Depois disso, entrei no bar e procurei um lugar para sentar; enquanto aguardava alguns amigos. Ao cumprimentar Rizolete, ela gentilmente convidou-me a sentar à mesa onde estava com algumas amigas. Agradeci e juntei-me ao grupo. Em pouco tempo, começaria a apresentação do grupo Agô e o recital dos poemas dela. O convite foi a deixa para uma conversa agradável e um mergulho na sua poética. Falamos sobre a qualidade da música do grupo Agô, cujo vocalista, Felipe Nunes, teve a delicadeza de musicar um dos poemas dela (“Multiface”). Quando falávamos sobre o grupo, ela lembrou sua descendência negra por parte dos avós, os quais não conheceu. Também lamentei por não ter conhecido meus avós. Nesse momento, falamos de um sentimento comum: a nostalgia de algo que não foi vivido, “o que para alguns parece algo meio louco”, como ela mesma disse. Falei do meu desejo de escrever sobre isso; no meu caso, traçando um paralelo entre a história de alguém que teve uma boa convivência com seu pai e a minha experiência, que praticamente não convivi com o meu.

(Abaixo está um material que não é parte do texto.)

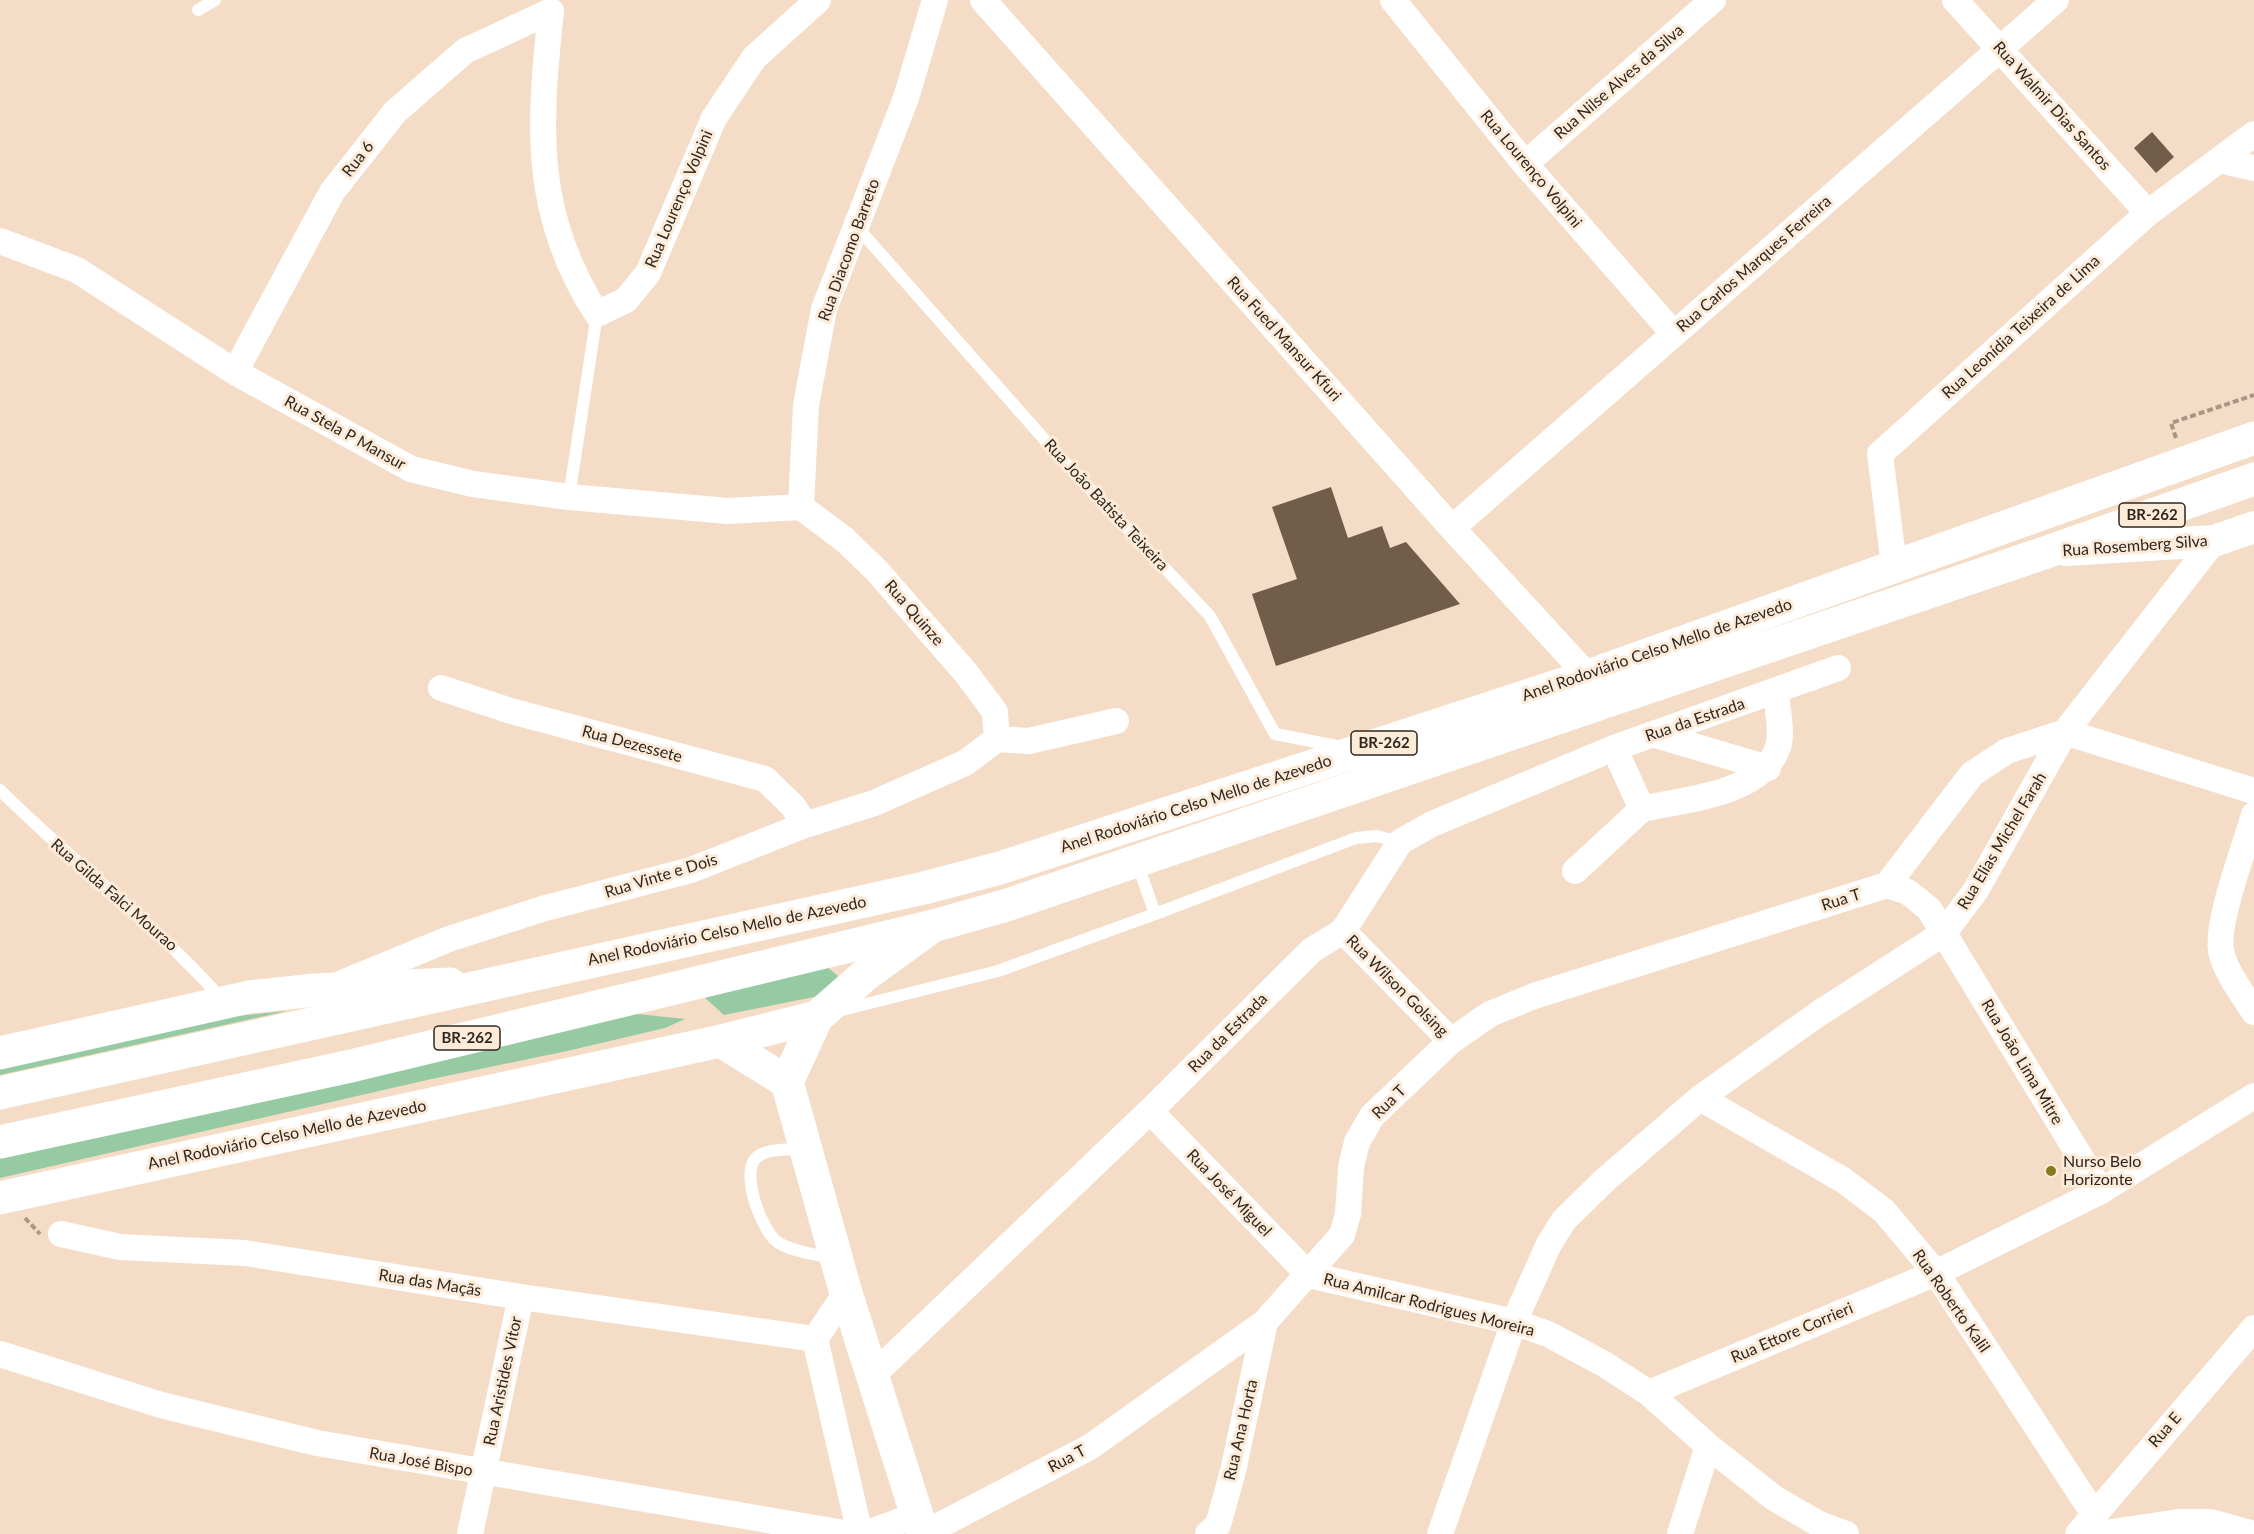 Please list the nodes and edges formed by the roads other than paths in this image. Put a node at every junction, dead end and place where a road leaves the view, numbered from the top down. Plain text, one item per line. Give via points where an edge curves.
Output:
1 (215, 0) edge
2 (818, 0) edge
3 (935, 0) edge
4 (983, 0) edge
5 (1393, 0) edge
6 (1713, 0) edge
7 (1955, 0) edge
8 (2056, 0) edge
9 (542, 5) edge
10 (198, 10) dead end
11 (2001, 49) junction
12 (2254, 134) edge
13 (2219, 160) junction
14 (1525, 164) junction
15 (2254, 168) edge
16 (2148, 213) junction
17 (857, 227) junction
18 (0, 241) edge
19 (597, 314) junction
20 (1674, 334) junction
21 (235, 372) junction
22 (2254, 438) edge
23 (2254, 479) edge
24 (569, 497) junction
25 (801, 507) junction
26 (2254, 527) edge
27 (1452, 528) junction
28 (2214, 541) junction
29 (2050, 551) junction
30 (1894, 566) junction
31 (1838, 668) dead end
32 (1588, 676) junction
33 (441, 688) dead end
34 (1776, 692) junction
35 (1116, 721) dead end
36 (2065, 732) junction
37 (1652, 734) junction
38 (997, 739) junction
39 (1614, 748) junction
40 (1360, 751) junction
41 (1768, 768) junction
42 (0, 790) edge
43 (2254, 790) edge
44 (1642, 809) junction
45 (2254, 815) edge
46 (805, 825) junction
47 (1400, 842) junction
48 (1137, 861) junction
49 (1575, 871) dead end
50 (1887, 885) junction
51 (1155, 914) junction
52 (933, 926) junction
53 (1343, 931) junction
54 (1944, 933) junction
55 (495, 982) junction
56 (315, 990) junction
57 (224, 1002) junction
58 (2254, 1012) edge
59 (817, 1017) junction
60 (721, 1041) junction
61 (1451, 1041) junction
62 (0, 1053) edge
63 (787, 1082) junction
64 (0, 1093) edge
65 (2254, 1096) edge
66 (1700, 1098) junction
67 (1150, 1111) junction
68 (0, 1142) edge
69 (805, 1148) junction
70 (2101, 1191) junction
71 (4, 1197) edge
72 (61, 1234) road end
73 (837, 1260) junction
74 (1936, 1274) junction
75 (1309, 1275) junction
76 (846, 1293) junction
77 (521, 1298) junction
78 (1265, 1322) junction
79 (1514, 1322) junction
80 (2254, 1328) edge
81 (815, 1339) junction
82 (0, 1354) edge
83 (872, 1376) junction
84 (1649, 1393) junction
85 (1708, 1446) junction
86 (483, 1473) junction
87 (2096, 1524) edge
88 (921, 1528) edge
89 (1219, 1531) edge
90 (470, 1534) edge
91 (850, 1534) edge
92 (860, 1534) edge
93 (866, 1534) edge
94 (1440, 1534) edge
95 (1680, 1534) edge
96 (1846, 1534) edge
97 (2078, 1534) edge
98 (2254, 1534) edge

1 - 10 lane
2 - 19 street, Rua Lourenço Volpini via 754,58 714,118 648,273 626,300
3 - 17 street, Rua Diacomo Barreto via 906,98
4 - 27 street, Rua Fued Mansur Kfuri
5 - 14 street, Rua Lourenço Volpini
6 - 14 street, Rua Nilse Alves da Silva
7 - 11 street, Rua Walmir Dias Santos
8 - 11 street, Rua Carlos Marques Ferreira
9 - 19 street via 542,151 556,232 581,290
9 - 21 street, Rua 6 via 465,51 395,112 332,192
11 - 16 street, Rua Walmir Dias Santos
11 - 20 street, Rua Carlos Marques Ferreira
12 - 13 street, Rua Leonídia Teixeira de Lima
13 - 15 street
13 - 16 street, Rua Leonídia Teixeira de Lima
14 - 20 street, Rua Lourenço Volpini
16 - 30 street, Rua Leonídia Teixeira de Lima via 1880,454
17 - 25 street, Rua Diacomo Barreto via 824,309 806,405
17 - 40 lane, Rua João Batista Teixeira via 1052,448 1210,616 1275,734
18 - 21 street, Rua Stela P Mansur via 77,270
19 - 24 lane
20 - 27 street, Rua Carlos Marques Ferreira
21 - 24 street, Rua Stela P Mansur via 411,469 472,484
22 - 30 main road, Anel Rodoviário Celso Mello de Azevedo / BR-262
23 - 29 main road, Anel Rodoviário Celso Mello de Azevedo / BR-262
24 - 25 street, Rua Stela P Mansur via 728,511
25 - 38 street, Rua Quinze via 878,572 966,673 995,712
26 - 28 street, Rua Rosemberg Silva
27 - 32 street, Rua Fued Mansur Kfuri
28 - 29 street, Rua Rosemberg Silva
28 - 36 street, Rua Elias Michel Farah
29 - 48 main road, Anel Rodoviário Celso Mello de Azevedo / BR-262
30 - 32 main road, Anel Rodoviário Celso Mello de Azevedo / BR-262
31 - 34 street, Rua da Estrada
32 - 40 main road, Anel Rodoviário Celso Mello de Azevedo / BR-262
33 - 46 street, Rua Dezessete via 511,711 765,779 793,806
34 - 37 street, Rua da Estrada
34 - 41 street via 1779,745
35 - 38 street via 1029,741
36 - 43 street
36 - 50 street via 2007,751 1972,774
36 - 54 street, Rua Elias Michel Farah via 1976,890
37 - 39 street, Rua da Estrada
37 - 41 street
38 - 46 street, Rua Vinte e Dois via 965,763 874,803
39 - 44 street
39 - 47 street, Rua da Estrada via 1432,824
40 - 55 main road, Anel Rodoviário Celso Mello de Azevedo / BR-262 via 1000,868
41 - 44 street via 1744,785
42 - 57 lane, Rua Gilda Falci Mourao via 185,958
44 - 49 street
45 - 58 street via 2222,926 2221,949 2228,971
46 - 56 street, Rua Vinte e Dois via 691,870 469,932 345,983
47 - 51 lane via 1377,836 1356,838
47 - 53 street, Rua da Estrada
48 - 51 lane
48 - 52 main road, Anel Rodoviário Celso Mello de Azevedo / BR-262
50 - 54 street via 1908,892 1929,909
50 - 61 street, Rua T via 1534,996 1490,1014
51 - 59 lane via 998,970
52 - 59 main road, Anel Rodoviário Celso Mello de Azevedo via 864,976
52 - 68 main road, Anel Rodoviário Celso Mello de Azevedo / BR-262 via 355,1065
53 - 61 street, Rua Wilson Golsing
53 - 67 street, Rua da Estrada via 1312,950
54 - 66 street, Rua Elias Michel Farah via 1818,1014
54 - 70 street, Rua João Lima Mitre
55 - 56 main road, Anel Rodoviário Celso Mello de Azevedo
55 - 64 main road, Anel Rodoviário Celso Mello de Azevedo / BR-262
56 - 57 main road, Anel Rodoviário Celso Mello de Azevedo
57 - 62 main road, Anel Rodoviário Celso Mello de Azevedo
59 - 60 main road, Anel Rodoviário Celso Mello de Azevedo
59 - 63 main road
60 - 63 main road
60 - 71 main road, Anel Rodoviário Celso Mello de Azevedo
61 - 75 street, Rua T via 1372,1116 1357,1142 1342,1235
63 - 69 main road
65 - 70 street, Rua Ettore Corrieri
66 - 74 street, Rua Roberto Kalil via 1859,1192 1884,1211
66 - 79 street, Rua Elias Michel Farah via 1564,1220
67 - 75 street, Rua José Miguel
67 - 83 street, Rua da Estrada
69 - 73 main road
69 - 73 lane via 761,1154 753,1160 750,1170 757,1212 768,1235 780,1244
70 - 74 street, Rua Ettore Corrieri
72 - 77 street, Rua das Maçãs via 120,1246 245,1253
73 - 76 main road
74 - 84 street, Rua Ettore Corrieri
74 - 87 street, Rua Roberto Kalil
75 - 78 street, Rua T
75 - 79 street, Rua Amilcar Rodrigues Moreira
76 - 81 street
76 - 83 main road
77 - 81 street, Rua das Maçãs
77 - 86 street, Rua Aristides Vitor
78 - 88 street, Rua T via 1090,1448
78 - 89 street, Rua Ana Horta
79 - 84 street, Rua Amilcar Rodrigues Moreira via 1567,1344
79 - 94 street, Rua Elias Michel Farah
80 - 87 street, Rua E
81 - 92 street
82 - 86 street, Rua José Bispo via 161,1405 317,1443
83 - 88 main road
84 - 85 street, Rua Amilcar Rodrigues Moreira
85 - 95 street
85 - 96 street, Rua Amilcar Rodrigues Moreira via 1774,1498 1819,1524
86 - 90 street, Rua Aristides Vitor
86 - 91 street, Rua José Bispo
87 - 97 street, Rua E
87 - 98 street via 2211,1522
88 - 93 street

Os assuntos foram os mais diversos; saindo um pouco do âmbito literário, falamos de cabelos brancos (e da pressão social sofrida pelas mulheres para mantê-los tingidos), velhice, qualidade de vida. Ela diz aceitar a velhice com naturalidade e destaca que “o mais importante é a vida que está levando”. Reforçou a importância de cultivarmos boas amizades e de estarmos sempre perto das pessoas que nos fazem bem.

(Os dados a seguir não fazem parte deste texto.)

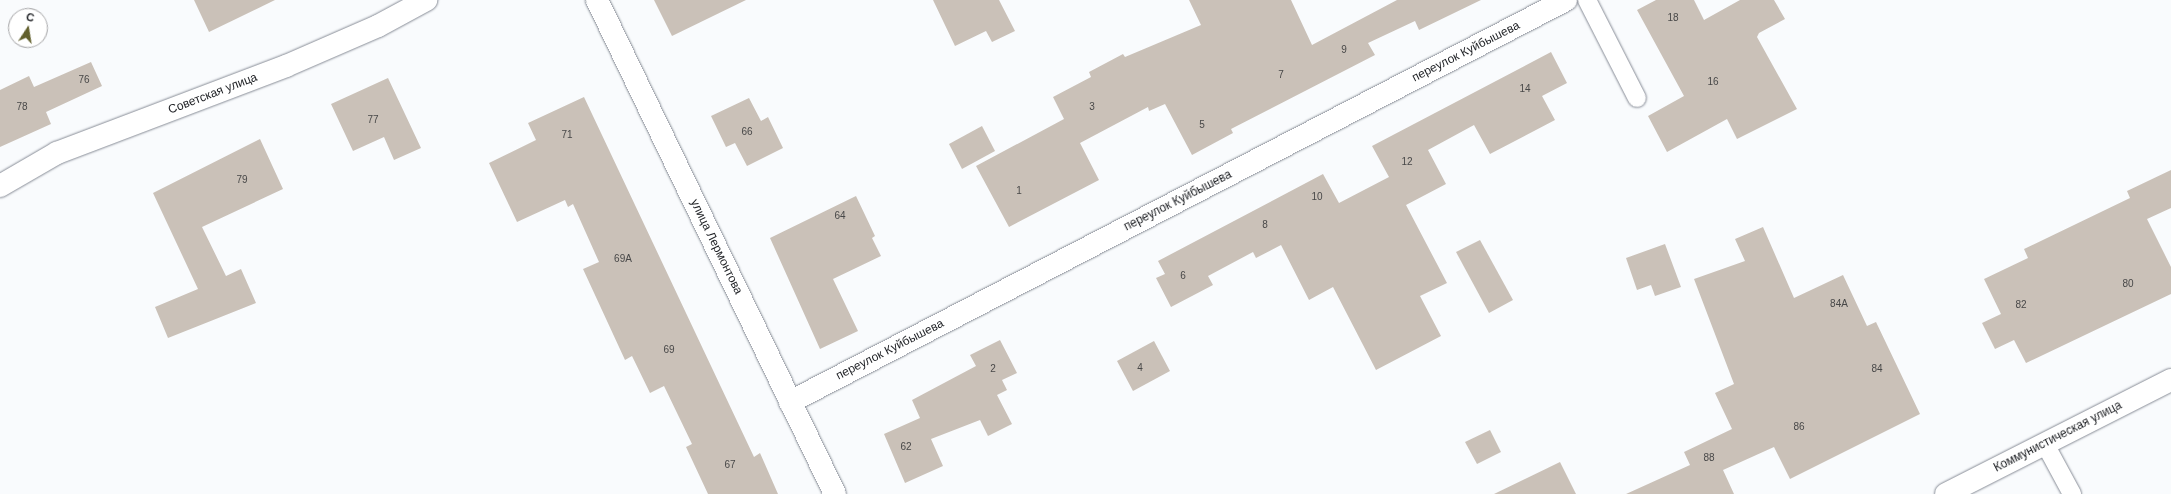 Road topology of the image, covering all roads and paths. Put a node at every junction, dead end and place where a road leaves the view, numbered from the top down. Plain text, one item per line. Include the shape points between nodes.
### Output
1 (426, 0) edge
2 (597, 0) edge
3 (1566, 0) edge
4 (1587, 0) edge
5 (1637, 98) dead end
6 (0, 186) edge
7 (2171, 380) edge
8 (790, 402) junction
9 (2046, 444) junction
10 (835, 494) edge
11 (1946, 494) edge
12 (2072, 494) edge

1 - 6 street, Советская улица via 378,26 286,66 57,152
2 - 8 street, улица Лермонтова
3 - 8 street, переулок Куйбышева
4 - 5 lane
7 - 9 street, Коммунистическая улица
8 - 10 street, улица Лермонтова
9 - 11 street, Коммунистическая улица
9 - 12 lane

Um encontro que serviu para aumentar ainda mais minha admiração pela escritora, mas sobretudo pela mulher sensível e forte que é Rizolete Fernandes. Humildade, simpatia, delicadeza, são algumas das palavras que descrevem muito bem a poeta de “Luas Nuas” (Una, 2006) e a cronista de “Cotidianas” (Sarau das Letras, 2012). Aquela foi uma noite de partilhas, não somente literárias, mas também de vida…

Na volta para casa, plena de alegria e gratidão, cheguei à conclusão que ter ido ao Bardallos naquela noite foi realmente a melhor coisa que fiz. O trabalho esperaria pela manhã seguinte, o cinema com a amiga, também.